Thank you for joining us this evening as we report our second quarter results for fiscal 2014. With me is Mike Hansen, Cintas' Vice President and Treasurer. After some commentary on the results, we will be happy to answer questions.

The Private Securities Litigation Reform Act of 1995 provides a Safe Harbor from civil litigation for forward-looking statements. This conference call contains forward-looking statements that reflect the company's current views as to future events and financial performance. These forward-looking statements are subject to risks and uncertainties, which could cause actual results to differ materially from those we may discuss. I refer you to the discussion on these points contained in our most recent filings with the SEC.

We are pleased to report second quarter revenue of $1,144,000,000, which represents growth of 7.9% from last year's second quarter. The number of workdays in both this year's and last year's second quarters was 65. Organic growth, which adjusts for the impact of acquisitions, was 7.1%, the same organic growth we achieved in our first quarter. Mike will give more details by operating segment in a few minutes.
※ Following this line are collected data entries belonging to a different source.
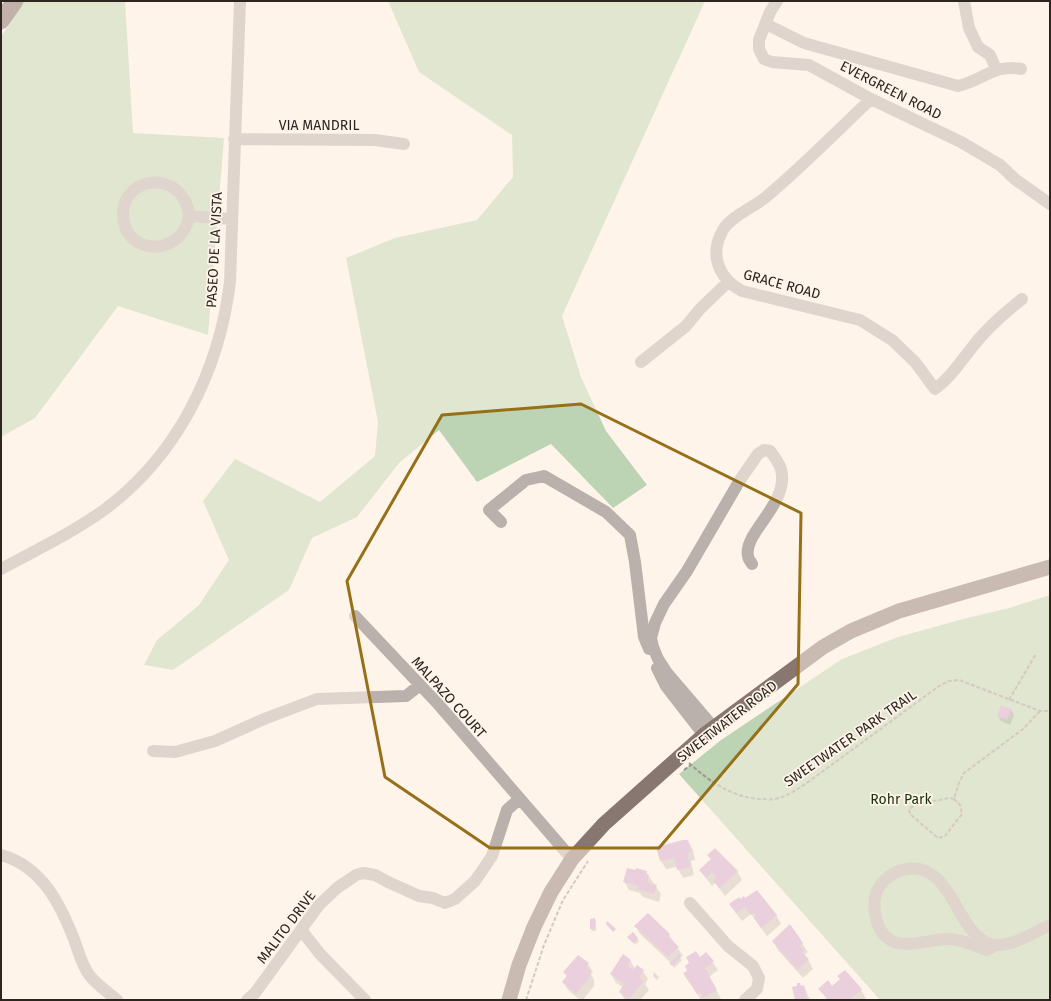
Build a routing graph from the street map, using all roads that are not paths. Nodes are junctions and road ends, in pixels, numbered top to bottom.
1 (15, 1) edge
2 (240, 1) edge
3 (777, 1) edge
4 (964, 1) edge
5 (1, 21) edge
6 (766, 24) junction
7 (996, 69) junction
8 (1021, 69) dead end
9 (871, 99) junction
10 (234, 139) junction
11 (404, 144) dead end
12 (1050, 204) edge
13 (188, 216) junction
14 (231, 219) junction
15 (728, 282) junction
16 (1022, 300) dead end
17 (641, 362) dead end
18 (501, 522) dead end
19 (752, 564) dead end
20 (1050, 567) edge
21 (1, 569) edge
22 (355, 616) dead end
23 (420, 685) junction
24 (709, 732) junction
25 (153, 751) dead end
26 (519, 799) junction
27 (1, 855) edge
28 (572, 859) junction
29 (690, 903) dead end
30 (1050, 925) edge
31 (302, 931) junction
32 (996, 945) junction
33 (749, 997) edge
34 (117, 1000) edge
35 (247, 1000) edge
36 (364, 1000) edge
37 (509, 1000) edge

1 - 5 highway
2 - 10 street, PASEO DE LA VISTA
3 - 6 street, EVERGREEN ROAD
4 - 7 street
6 - 7 street
6 - 9 street, EVERGREEN ROAD
7 - 8 street
9 - 12 street, EVERGREEN ROAD
9 - 15 street, GRACE ROAD
10 - 11 street, VIA MANDRIL
10 - 14 street, PASEO DE LA VISTA
13 - 13 street
13 - 14 street
14 - 21 street, PASEO DE LA VISTA
15 - 16 street, GRACE ROAD
15 - 17 street
18 - 24 street
19 - 24 street
20 - 24 main road, SWEETWATER ROAD
22 - 23 street, MALPAZO COURT
23 - 25 street
23 - 26 street, MALPAZO COURT
24 - 28 main road, SWEETWATER ROAD
26 - 28 street
26 - 31 street, MALITO DRIVE
27 - 34 street
28 - 37 main road, SWEETWATER ROAD
29 - 33 street
30 - 32 street
31 - 35 street, MALITO DRIVE
31 - 36 street
32 - 32 street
Our operating income for the second quarter was $153 million, which is 13.4% of revenue. This operating margin is 30 basis points higher than last year's second quarter operating margin of 13.1%. It should be noted that last year's second quarter included an $8.5 million gain on the sale of an investment and a $1.6 million write-off of a garment processing system used in one of our rental locations. When adjusting for these 2 items, our operating margin actually improved by almost a full percentage point. We are also very pleased with our results so far in fiscal 2014.

Second quarter net income was $84.9 million and earnings per diluted share were $0.70. It should be noted that our revenues and earnings per share were record quarterly amounts for Cintas and I wish to congratulate all of our Cintas employees who we call partners for this achievement.
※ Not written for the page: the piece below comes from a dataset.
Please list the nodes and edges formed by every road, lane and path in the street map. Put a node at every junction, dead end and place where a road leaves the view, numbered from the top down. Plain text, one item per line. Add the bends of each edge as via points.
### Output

We also just recently paid our annual dividend of $0.77 per share, which was a 20.3% increase over last year's dividend and was the 31st consecutive year in which we raised our dividend.

As Scott Farmer indicated in our press release, based on our second quarter results and our view of the U.S. economic climate, we are updating our fiscal 2014 guidance with revenue in the range of $4.525 billion to $4.575 billion and EPS in the range of $2.73 to $2.79. This guidance assumes no deterioration in the U.S. economy and does not consider any future share buybacks.

In July, when we provided our initial guidance, we gave our expectation that fiscal 2014 medical expense would be higher than fiscal 2013 by 10 to 30 basis points due to the effects of the Affordable Care Act and that this impact would be seen in the second half of the fiscal year. While there remains a great amount of uncertainty about the impact of this program in the future, we still expect it to increase our medical expense in the second half of this fiscal year. However, the impact will likely be at the lower end of the 10- to 30-basis-point range provided in July. This expectation is included in our updated guidance.

Now I would like to turn the call over to Mike for more details on the second quarter.

J. Michael Hansen

Thanks, Bill. As Bill mentioned, total revenue increased 7.9% from the second quarter of last year, with total company organic growth being 7.1%. Total company gross margin for the second quarter was 41.7%, which is an improvement from last year's second quarter gross margin of 40.7%. I will discuss these items in more detail by segment.

Before doing so, let me remind you that there were 65 workdays in our second quarter, which was the same as last year. As we look ahead to the remainder of the fiscal year, our third quarter will have 65 workdays, whereas last year's third quarter had 64, so we will have one additional day. Our fourth quarter will also have 65 workdays, whereas last year's fourth quarter has 66 workdays, so we will have one less workday in the fourth quarter. For the full fiscal year, we will have 260 workdays, which is one less than last year's total.